Com os pés em areia firme, amuei e fumei um cigarro, não disse uma palavra. O L. roçava os lábios dele em mim e a pontinha do nariz, por trás no remoinho a cima da primeira vértebra.
- Se não houvesse maneira de voltar atrás, ficavas lá comigo para sempre? - E apontou com o braço inteiro a terminar no dedo em riste, mais um nada e pareceu-me que tocava na pontinha da língua, até onde tínhamos chegado.
- Ficavas lá comigo para sempre? Ficavas?

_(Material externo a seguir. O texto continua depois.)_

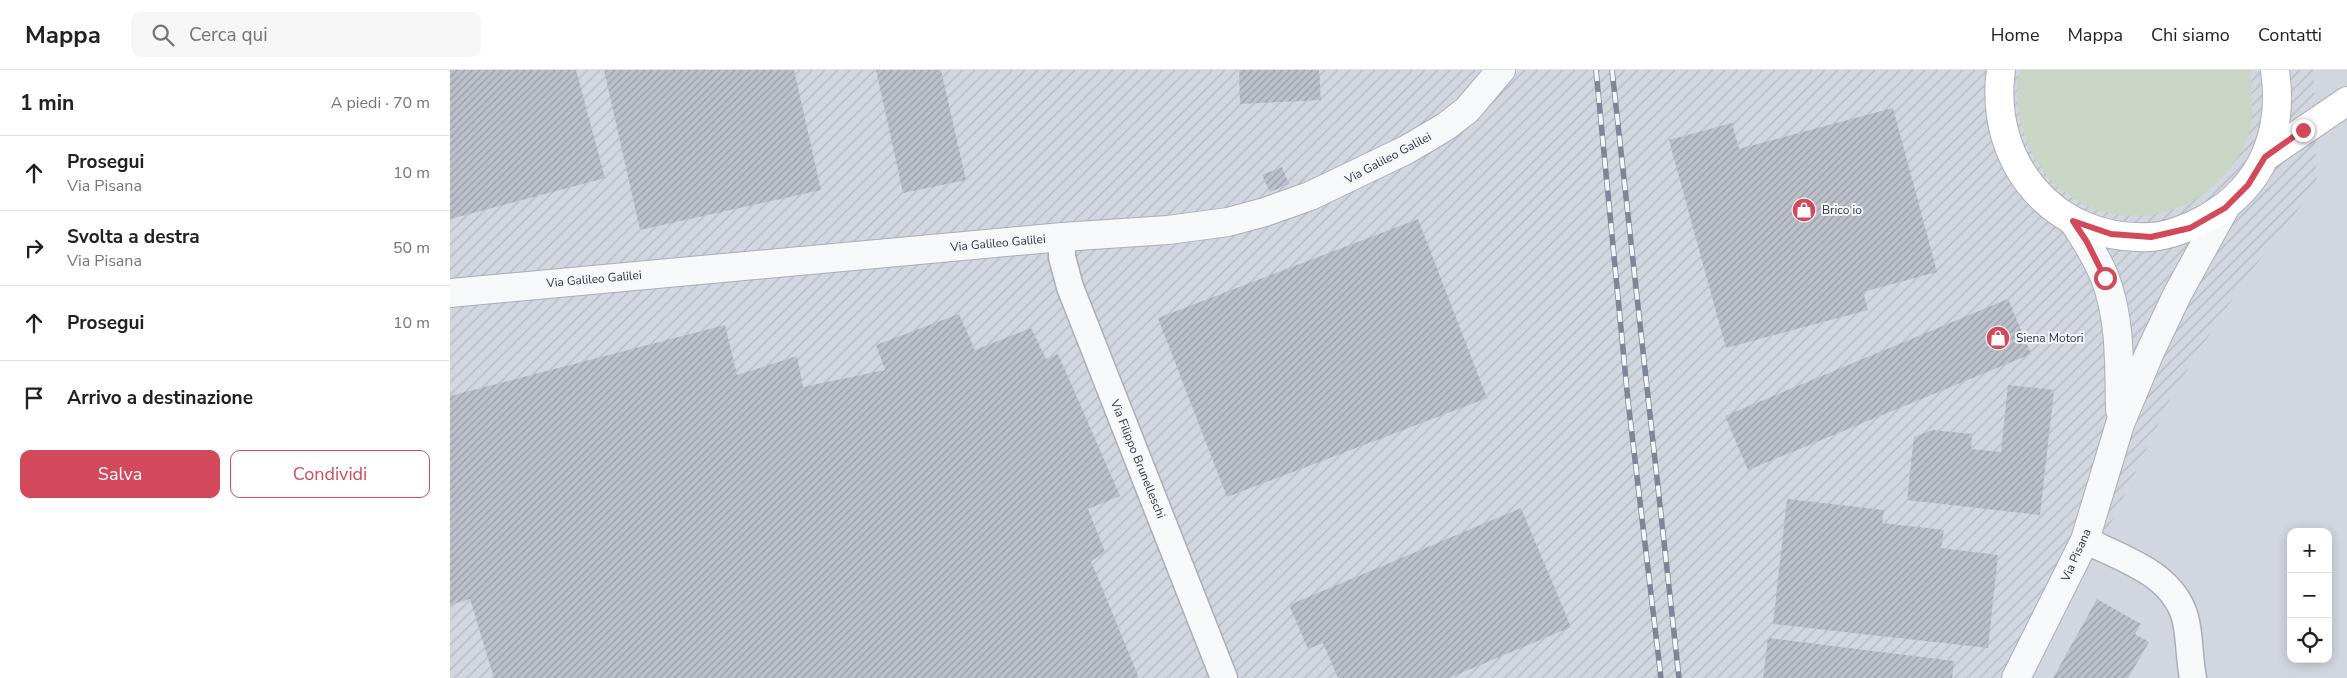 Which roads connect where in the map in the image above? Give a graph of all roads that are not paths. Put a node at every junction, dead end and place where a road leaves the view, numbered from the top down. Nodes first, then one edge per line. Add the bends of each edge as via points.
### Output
1 (1501, 70) edge
2 (2275, 70) edge
3 (1996, 77) edge
4 (2347, 101) edge
5 (2265, 157) junction
6 (2225, 208) junction
7 (2073, 221) junction
8 (1062, 237) junction
9 (450, 293) edge
10 (2120, 424) junction
11 (2085, 540) junction
12 (1224, 678) edge
13 (2016, 678) edge
14 (2193, 678) edge

1 - 8 street, Via Galileo Galilei via 1476,102 1431,136 1360,174 1283,206 1212,226
2 - 5 main road, Via Pisana via 2278,93 2276,125
3 - 7 main road, Via Pisana via 2002,131 2017,168 2041,198
4 - 5 main road
5 - 6 main road, Via Pisana via 2248,185
6 - 7 main road, Via Pisana via 2190,228 2151,237 2111,234
6 - 10 street, Via Pisana via 2160,328
7 - 10 street, Via Pisana via 2096,259 2111,299 2118,341
8 - 9 street, Via Galileo Galilei
8 - 12 street, Via Filippo Brunelleschi via 1062,256 1070,287
10 - 11 street, Via Pisana
11 - 13 street, Via Pisana
11 - 14 street via 2156,575 2176,595 2185,618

Eu não disse uma palavra. A boca dele esteve sempre lá, mesmo durante a pergunta, a cima da primeira vértebra. Ao cabo da outra mão, que não apontava para lado nenhum, segurava também um cigarro, um cigarro que cheirava a tabaco e a eternity ao mesmo tempo... Eu não disse uma palavra, mas desde então, sabes bem. Sabes bem que nunca regressamos. Que não estás aqui e eu, eu nunca mais voltei. Sim, fico lá contigo, para sempre meu amor.